- _Requirement_
Would you copy each line of the data below that has "Tobermory"?

── Data ──

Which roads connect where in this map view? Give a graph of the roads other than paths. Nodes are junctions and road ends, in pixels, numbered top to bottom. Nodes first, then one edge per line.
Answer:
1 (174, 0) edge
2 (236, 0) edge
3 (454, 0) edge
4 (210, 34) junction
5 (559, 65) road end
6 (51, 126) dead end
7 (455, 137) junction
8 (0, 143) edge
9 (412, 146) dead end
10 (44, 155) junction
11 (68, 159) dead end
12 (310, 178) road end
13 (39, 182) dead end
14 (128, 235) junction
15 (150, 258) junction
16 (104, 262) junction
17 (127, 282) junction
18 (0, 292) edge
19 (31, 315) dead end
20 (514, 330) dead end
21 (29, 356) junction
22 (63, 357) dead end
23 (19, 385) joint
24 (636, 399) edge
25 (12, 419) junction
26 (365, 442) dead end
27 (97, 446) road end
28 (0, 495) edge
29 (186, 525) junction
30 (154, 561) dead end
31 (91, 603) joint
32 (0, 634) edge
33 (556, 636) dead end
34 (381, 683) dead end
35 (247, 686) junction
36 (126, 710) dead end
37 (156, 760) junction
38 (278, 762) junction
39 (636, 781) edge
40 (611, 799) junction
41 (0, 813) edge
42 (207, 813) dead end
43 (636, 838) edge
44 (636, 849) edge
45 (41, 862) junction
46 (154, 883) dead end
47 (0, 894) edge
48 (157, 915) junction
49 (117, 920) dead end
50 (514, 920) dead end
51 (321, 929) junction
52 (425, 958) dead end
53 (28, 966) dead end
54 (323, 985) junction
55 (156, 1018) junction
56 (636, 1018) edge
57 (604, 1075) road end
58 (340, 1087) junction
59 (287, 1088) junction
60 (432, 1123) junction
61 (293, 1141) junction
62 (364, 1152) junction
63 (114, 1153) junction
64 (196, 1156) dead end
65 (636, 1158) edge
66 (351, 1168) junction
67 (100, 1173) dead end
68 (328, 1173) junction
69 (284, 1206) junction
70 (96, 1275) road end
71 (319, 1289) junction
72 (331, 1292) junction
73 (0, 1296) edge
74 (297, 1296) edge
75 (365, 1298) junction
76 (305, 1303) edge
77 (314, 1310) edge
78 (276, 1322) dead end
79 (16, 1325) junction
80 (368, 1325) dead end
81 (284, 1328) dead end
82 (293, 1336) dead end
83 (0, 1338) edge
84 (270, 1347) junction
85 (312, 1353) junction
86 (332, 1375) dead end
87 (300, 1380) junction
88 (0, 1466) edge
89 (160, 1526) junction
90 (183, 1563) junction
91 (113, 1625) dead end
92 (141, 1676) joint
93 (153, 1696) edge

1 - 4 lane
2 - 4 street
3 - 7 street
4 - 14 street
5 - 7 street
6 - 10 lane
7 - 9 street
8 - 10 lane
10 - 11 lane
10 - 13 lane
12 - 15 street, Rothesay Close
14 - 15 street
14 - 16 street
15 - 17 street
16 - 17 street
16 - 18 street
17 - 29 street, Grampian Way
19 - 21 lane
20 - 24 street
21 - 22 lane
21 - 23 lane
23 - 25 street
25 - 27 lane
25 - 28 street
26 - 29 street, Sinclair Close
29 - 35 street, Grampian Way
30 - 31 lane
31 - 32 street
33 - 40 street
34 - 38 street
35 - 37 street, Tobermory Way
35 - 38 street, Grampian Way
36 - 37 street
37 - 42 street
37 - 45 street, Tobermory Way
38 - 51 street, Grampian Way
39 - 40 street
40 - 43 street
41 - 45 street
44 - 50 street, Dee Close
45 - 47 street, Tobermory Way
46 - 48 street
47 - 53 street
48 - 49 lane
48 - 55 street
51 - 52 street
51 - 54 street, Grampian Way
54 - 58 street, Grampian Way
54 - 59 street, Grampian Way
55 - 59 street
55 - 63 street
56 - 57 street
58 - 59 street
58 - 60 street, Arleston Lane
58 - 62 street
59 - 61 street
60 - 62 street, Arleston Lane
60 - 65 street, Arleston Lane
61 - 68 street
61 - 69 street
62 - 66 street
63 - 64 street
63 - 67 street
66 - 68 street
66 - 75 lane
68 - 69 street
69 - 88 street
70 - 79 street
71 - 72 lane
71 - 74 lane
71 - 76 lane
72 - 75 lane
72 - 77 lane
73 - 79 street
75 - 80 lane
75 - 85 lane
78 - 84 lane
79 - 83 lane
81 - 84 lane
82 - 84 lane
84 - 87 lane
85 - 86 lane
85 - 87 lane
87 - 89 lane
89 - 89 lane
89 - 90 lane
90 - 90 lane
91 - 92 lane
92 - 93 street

───

- _Worked solution_
35 - 37 street, Tobermory Way
37 - 45 street, Tobermory Way
45 - 47 street, Tobermory Way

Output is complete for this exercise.